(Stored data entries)
-.-.-

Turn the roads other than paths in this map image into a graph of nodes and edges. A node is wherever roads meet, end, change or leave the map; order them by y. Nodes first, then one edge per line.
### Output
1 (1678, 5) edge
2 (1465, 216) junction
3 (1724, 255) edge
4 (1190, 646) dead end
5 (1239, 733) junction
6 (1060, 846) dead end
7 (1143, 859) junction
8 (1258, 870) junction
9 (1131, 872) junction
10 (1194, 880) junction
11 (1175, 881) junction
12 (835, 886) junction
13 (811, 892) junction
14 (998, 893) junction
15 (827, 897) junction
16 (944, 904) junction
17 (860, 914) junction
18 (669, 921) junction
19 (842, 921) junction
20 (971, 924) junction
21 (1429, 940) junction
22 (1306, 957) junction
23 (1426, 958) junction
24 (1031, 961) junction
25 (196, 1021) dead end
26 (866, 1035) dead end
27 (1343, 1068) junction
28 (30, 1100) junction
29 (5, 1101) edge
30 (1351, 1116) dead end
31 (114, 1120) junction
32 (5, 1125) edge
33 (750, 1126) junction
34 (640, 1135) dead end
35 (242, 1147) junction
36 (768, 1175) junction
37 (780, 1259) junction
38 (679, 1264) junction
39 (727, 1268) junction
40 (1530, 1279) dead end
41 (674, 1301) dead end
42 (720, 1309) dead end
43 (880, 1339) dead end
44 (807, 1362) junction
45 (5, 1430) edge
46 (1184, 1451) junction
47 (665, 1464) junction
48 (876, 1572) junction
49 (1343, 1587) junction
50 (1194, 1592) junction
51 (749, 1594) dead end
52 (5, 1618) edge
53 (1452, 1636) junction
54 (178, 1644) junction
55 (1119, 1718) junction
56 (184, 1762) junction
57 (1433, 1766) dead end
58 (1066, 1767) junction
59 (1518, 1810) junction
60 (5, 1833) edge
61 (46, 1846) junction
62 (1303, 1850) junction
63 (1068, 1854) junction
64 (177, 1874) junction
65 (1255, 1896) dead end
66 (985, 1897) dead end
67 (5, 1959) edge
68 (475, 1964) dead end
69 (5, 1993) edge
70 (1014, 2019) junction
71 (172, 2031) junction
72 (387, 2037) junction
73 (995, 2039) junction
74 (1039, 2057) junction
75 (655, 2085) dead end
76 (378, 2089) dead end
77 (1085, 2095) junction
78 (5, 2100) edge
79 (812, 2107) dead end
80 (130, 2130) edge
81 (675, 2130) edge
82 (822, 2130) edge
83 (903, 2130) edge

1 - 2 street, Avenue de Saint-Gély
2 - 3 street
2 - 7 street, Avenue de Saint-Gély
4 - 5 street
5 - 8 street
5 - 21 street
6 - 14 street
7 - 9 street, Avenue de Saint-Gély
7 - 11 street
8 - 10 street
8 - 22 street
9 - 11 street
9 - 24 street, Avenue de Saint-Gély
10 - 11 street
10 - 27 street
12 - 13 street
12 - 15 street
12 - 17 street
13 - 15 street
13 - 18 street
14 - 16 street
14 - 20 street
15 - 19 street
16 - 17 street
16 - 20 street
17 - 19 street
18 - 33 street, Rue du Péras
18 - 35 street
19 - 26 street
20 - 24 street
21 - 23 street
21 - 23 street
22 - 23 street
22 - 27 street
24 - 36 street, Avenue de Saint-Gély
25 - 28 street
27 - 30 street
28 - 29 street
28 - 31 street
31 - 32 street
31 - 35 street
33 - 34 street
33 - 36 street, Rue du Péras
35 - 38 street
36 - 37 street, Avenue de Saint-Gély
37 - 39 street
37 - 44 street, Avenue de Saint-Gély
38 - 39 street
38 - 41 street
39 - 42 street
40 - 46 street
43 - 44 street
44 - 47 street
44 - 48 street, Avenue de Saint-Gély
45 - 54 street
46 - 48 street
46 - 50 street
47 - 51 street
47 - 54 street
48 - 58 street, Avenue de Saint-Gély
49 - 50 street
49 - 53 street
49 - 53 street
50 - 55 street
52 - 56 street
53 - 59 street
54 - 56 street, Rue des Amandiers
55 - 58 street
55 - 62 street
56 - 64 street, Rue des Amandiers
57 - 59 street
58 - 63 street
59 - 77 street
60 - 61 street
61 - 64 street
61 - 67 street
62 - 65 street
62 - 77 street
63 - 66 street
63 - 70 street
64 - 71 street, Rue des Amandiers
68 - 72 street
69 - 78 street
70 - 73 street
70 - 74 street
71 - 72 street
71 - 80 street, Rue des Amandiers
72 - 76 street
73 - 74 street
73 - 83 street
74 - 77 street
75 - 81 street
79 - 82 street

-.-.-

Your goal:
Go through the entries and return each line where the word "Saint" occurs.

Result of the exercise:
1 - 2 street, Avenue de Saint-Gély
2 - 7 street, Avenue de Saint-Gély
7 - 9 street, Avenue de Saint-Gély
9 - 24 street, Avenue de Saint-Gély
24 - 36 street, Avenue de Saint-Gély
36 - 37 street, Avenue de Saint-Gély
37 - 44 street, Avenue de Saint-Gély
44 - 48 street, Avenue de Saint-Gély
48 - 58 street, Avenue de Saint-Gély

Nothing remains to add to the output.